__The problem__: What must be returned is the number of lines in the records holding the word "Borgesiusweg", with no other text.

Material to process Start Marker

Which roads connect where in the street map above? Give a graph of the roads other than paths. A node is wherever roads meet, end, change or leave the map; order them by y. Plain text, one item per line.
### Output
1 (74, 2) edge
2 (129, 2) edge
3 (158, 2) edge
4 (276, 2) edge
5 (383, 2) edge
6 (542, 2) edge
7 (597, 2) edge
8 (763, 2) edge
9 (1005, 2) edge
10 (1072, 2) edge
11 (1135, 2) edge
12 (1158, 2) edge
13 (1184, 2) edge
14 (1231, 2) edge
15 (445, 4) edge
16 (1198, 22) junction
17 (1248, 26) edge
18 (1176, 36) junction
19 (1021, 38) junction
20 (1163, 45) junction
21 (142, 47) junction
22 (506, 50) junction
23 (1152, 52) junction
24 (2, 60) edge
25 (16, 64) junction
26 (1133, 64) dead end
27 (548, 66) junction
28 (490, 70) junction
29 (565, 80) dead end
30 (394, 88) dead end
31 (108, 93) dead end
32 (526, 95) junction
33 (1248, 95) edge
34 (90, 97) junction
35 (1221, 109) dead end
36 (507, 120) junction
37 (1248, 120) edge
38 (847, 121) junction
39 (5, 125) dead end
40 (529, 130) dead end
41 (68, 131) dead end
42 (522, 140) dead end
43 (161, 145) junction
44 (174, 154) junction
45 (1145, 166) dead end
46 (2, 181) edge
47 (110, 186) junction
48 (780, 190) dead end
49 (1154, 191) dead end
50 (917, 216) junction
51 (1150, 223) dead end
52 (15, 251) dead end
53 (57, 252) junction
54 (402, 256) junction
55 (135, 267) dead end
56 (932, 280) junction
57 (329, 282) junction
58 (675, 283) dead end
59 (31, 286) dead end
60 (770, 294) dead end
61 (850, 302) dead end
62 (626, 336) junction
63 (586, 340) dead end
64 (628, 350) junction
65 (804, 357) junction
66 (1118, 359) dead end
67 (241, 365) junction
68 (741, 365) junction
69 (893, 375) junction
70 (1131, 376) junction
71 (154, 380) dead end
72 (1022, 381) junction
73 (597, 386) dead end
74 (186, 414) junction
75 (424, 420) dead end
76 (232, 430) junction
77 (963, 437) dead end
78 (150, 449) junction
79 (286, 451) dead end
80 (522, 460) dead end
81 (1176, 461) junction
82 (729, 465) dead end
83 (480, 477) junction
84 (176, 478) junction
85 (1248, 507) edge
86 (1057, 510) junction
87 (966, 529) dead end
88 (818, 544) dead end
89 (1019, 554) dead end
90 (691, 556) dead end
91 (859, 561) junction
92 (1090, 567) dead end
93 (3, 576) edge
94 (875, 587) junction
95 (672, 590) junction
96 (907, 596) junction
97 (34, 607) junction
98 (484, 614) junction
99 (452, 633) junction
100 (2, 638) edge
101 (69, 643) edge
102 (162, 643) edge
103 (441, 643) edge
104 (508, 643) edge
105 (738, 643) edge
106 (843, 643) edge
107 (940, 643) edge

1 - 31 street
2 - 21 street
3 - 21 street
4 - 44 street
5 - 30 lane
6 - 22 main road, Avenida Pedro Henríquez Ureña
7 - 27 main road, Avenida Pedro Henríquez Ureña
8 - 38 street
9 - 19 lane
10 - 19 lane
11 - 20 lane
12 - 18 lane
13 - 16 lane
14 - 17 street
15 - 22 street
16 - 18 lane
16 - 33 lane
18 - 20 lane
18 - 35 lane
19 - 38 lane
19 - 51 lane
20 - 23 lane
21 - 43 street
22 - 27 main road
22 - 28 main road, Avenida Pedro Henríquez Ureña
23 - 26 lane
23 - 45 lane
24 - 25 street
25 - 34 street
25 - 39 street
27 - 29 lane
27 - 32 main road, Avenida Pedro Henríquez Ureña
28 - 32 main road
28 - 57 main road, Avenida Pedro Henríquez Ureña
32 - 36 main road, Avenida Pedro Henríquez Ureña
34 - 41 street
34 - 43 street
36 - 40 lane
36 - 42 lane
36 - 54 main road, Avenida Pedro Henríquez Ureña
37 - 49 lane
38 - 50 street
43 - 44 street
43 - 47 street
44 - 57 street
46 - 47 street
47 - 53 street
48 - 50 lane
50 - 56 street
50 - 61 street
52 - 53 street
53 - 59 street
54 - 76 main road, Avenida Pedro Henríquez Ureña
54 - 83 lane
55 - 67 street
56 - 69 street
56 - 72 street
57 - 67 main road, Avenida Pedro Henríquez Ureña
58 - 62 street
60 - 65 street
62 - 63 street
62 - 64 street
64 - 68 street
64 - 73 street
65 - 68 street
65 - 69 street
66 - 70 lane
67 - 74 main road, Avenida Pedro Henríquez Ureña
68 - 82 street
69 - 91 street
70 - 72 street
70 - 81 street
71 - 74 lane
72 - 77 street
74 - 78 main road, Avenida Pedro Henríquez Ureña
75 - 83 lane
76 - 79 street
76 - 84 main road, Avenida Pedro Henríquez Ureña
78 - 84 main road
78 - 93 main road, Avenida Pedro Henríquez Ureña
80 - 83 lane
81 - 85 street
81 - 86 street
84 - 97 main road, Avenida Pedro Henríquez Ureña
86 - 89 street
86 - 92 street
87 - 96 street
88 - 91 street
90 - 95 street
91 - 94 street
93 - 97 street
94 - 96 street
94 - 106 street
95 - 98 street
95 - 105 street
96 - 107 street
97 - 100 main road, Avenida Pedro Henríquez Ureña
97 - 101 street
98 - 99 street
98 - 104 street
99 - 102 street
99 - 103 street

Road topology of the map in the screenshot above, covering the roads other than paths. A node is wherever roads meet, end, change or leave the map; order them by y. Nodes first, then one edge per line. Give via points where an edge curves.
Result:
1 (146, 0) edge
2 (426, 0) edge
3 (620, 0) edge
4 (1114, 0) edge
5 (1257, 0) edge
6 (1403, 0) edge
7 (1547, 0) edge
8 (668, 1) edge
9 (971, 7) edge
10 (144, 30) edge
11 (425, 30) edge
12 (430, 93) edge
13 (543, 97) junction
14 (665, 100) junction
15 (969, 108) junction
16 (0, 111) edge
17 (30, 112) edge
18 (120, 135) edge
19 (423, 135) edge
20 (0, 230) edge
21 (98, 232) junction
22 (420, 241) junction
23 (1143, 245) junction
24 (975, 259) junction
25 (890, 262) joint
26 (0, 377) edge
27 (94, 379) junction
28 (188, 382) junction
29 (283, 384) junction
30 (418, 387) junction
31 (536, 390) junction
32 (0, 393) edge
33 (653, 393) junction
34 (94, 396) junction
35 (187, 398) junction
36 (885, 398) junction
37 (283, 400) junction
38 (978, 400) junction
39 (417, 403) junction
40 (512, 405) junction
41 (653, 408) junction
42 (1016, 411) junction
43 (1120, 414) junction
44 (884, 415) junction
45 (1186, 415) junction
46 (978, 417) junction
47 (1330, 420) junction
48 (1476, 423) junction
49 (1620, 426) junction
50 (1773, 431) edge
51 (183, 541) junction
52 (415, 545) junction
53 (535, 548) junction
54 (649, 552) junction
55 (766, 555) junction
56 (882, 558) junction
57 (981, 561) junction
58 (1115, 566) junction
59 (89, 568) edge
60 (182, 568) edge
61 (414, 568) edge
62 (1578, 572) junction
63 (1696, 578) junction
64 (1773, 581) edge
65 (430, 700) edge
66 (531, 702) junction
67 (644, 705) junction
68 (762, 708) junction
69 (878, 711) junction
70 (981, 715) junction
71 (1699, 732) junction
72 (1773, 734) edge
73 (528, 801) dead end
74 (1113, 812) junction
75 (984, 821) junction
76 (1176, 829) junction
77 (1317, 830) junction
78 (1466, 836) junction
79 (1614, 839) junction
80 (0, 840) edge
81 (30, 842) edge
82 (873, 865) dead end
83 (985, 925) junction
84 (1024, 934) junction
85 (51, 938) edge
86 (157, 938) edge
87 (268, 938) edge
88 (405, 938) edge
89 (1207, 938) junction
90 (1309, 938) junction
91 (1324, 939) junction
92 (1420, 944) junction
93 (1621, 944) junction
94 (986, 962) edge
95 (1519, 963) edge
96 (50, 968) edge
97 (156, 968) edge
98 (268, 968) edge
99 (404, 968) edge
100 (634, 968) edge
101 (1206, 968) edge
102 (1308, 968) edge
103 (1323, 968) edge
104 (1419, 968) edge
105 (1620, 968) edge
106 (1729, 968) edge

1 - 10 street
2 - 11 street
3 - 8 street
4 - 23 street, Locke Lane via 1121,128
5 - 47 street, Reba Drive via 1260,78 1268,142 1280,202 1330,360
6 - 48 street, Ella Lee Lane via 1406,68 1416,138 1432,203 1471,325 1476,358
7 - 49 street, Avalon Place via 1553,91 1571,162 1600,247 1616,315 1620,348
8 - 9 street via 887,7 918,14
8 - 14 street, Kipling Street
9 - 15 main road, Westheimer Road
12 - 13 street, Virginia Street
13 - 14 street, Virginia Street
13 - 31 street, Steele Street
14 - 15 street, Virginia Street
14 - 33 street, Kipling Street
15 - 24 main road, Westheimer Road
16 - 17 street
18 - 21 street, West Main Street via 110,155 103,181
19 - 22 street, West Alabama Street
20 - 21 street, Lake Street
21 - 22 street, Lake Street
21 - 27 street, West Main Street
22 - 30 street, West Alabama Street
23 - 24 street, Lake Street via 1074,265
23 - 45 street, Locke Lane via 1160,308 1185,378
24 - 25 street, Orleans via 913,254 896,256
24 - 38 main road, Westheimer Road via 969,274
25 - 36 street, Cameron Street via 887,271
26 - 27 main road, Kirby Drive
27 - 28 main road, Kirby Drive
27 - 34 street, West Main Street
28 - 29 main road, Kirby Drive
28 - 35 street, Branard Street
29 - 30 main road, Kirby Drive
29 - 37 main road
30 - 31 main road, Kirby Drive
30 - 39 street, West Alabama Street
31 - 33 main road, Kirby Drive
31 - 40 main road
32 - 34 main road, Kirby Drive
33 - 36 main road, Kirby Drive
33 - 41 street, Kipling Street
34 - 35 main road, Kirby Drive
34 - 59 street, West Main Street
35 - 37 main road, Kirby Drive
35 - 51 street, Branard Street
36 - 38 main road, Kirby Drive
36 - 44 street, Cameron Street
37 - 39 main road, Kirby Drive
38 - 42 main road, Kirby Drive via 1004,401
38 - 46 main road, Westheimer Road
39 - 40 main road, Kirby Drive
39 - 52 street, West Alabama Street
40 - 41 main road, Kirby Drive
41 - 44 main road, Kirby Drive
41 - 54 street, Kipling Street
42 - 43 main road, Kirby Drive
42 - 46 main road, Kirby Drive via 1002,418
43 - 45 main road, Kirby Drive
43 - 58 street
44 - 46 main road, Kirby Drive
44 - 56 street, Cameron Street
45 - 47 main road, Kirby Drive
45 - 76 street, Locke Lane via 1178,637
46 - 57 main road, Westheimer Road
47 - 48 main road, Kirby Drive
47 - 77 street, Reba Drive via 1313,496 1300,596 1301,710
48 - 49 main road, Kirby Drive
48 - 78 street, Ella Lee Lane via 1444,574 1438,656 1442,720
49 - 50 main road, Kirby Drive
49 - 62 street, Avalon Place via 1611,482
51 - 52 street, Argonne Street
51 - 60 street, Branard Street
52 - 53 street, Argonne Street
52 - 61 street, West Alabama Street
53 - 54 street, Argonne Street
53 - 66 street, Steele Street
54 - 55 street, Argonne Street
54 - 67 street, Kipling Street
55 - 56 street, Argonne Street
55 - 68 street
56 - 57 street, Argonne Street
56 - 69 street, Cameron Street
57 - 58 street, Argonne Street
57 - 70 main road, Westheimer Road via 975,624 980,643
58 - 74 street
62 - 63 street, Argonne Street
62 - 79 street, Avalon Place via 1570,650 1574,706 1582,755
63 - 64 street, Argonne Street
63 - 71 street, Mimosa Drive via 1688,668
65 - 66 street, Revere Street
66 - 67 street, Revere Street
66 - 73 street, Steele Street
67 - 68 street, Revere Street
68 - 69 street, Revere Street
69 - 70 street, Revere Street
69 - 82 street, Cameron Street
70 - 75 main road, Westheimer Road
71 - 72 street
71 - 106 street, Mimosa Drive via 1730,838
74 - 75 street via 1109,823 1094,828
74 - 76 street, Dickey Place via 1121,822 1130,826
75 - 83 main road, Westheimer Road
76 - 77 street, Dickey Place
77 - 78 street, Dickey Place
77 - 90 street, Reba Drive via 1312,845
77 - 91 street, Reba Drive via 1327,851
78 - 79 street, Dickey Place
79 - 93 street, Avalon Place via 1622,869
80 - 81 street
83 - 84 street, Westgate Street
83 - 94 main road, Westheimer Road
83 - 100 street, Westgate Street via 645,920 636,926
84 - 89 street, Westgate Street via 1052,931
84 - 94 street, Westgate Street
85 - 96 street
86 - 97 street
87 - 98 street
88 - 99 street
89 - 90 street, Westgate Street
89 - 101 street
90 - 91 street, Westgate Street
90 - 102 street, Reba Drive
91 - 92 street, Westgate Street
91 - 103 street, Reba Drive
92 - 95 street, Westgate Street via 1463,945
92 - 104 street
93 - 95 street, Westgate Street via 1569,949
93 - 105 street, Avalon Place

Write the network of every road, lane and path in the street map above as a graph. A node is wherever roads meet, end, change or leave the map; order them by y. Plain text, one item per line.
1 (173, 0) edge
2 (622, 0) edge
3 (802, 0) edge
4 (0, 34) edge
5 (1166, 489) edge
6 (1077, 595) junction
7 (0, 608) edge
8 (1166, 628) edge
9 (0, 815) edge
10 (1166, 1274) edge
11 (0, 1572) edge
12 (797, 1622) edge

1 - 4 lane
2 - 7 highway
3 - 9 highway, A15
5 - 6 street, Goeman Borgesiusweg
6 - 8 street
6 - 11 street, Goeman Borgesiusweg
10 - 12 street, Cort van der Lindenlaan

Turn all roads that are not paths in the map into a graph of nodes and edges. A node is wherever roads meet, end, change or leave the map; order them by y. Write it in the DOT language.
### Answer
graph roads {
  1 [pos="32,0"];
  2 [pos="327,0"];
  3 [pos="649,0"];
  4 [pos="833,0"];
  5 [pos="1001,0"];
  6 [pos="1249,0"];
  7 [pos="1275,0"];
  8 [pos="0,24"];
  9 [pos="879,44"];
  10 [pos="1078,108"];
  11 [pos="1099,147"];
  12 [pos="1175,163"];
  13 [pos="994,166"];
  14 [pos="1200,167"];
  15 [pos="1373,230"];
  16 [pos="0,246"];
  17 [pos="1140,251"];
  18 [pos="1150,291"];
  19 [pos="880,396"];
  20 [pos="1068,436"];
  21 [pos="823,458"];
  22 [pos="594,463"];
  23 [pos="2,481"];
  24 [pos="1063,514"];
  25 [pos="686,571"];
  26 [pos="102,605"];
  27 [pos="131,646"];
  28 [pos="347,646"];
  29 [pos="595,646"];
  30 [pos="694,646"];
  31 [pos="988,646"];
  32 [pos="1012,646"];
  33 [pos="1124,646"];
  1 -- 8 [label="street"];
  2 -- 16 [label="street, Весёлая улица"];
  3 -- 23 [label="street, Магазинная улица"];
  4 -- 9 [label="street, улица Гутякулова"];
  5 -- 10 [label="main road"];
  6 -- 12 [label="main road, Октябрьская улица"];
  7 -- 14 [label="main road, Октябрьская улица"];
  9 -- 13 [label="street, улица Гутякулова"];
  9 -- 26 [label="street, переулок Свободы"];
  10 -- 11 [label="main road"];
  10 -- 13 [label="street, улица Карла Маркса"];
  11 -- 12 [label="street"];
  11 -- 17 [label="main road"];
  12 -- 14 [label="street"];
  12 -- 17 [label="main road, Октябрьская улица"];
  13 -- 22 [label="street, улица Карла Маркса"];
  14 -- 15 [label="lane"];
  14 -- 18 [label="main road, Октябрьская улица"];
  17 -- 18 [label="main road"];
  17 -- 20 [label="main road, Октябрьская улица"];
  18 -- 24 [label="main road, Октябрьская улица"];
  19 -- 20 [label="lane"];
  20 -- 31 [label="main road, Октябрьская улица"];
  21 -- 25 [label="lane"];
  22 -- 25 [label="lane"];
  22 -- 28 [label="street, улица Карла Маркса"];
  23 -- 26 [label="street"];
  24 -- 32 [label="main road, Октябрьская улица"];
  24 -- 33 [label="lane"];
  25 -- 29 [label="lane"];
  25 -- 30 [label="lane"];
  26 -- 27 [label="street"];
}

Material to process End Marker

__Result of this exercise__: 2